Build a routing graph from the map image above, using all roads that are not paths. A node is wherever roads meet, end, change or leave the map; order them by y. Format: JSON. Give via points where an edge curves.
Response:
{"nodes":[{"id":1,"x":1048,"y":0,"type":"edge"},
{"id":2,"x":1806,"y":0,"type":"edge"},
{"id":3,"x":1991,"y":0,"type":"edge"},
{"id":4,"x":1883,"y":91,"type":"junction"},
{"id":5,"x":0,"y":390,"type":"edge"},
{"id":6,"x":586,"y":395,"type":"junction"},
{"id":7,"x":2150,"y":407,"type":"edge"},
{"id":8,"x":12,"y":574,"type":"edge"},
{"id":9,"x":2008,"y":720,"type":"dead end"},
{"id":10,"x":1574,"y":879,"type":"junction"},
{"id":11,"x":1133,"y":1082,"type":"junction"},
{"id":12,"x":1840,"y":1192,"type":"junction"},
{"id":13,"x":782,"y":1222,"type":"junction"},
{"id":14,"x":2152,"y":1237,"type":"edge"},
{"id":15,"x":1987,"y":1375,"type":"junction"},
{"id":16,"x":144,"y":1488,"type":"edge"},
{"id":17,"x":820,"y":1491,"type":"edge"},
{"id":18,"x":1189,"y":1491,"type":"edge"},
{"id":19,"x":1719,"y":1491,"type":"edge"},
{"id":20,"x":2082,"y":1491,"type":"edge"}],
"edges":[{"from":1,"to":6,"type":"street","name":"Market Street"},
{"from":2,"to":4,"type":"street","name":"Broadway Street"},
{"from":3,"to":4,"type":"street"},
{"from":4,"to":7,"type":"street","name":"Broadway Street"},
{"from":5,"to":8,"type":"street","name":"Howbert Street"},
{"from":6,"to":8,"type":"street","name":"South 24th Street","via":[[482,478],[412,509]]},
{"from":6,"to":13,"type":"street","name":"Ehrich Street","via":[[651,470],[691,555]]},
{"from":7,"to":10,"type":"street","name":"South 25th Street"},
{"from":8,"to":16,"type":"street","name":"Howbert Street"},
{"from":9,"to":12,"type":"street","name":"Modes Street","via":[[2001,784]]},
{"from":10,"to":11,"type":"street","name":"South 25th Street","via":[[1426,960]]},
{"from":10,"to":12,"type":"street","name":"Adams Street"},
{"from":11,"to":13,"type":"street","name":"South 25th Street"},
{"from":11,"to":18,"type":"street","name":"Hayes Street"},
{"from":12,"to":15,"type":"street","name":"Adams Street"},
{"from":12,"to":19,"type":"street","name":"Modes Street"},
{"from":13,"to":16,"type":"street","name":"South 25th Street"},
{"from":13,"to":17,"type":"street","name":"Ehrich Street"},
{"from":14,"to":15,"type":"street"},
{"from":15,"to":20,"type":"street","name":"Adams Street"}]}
───
For each line in the entries that contains the string "Ehrich", make a copy.

{"from":6,"to":13,"type":"street","name":"Ehrich Street","via":[[651,470],[691,555]]},
{"from":13,"to":17,"type":"street","name":"Ehrich Street"},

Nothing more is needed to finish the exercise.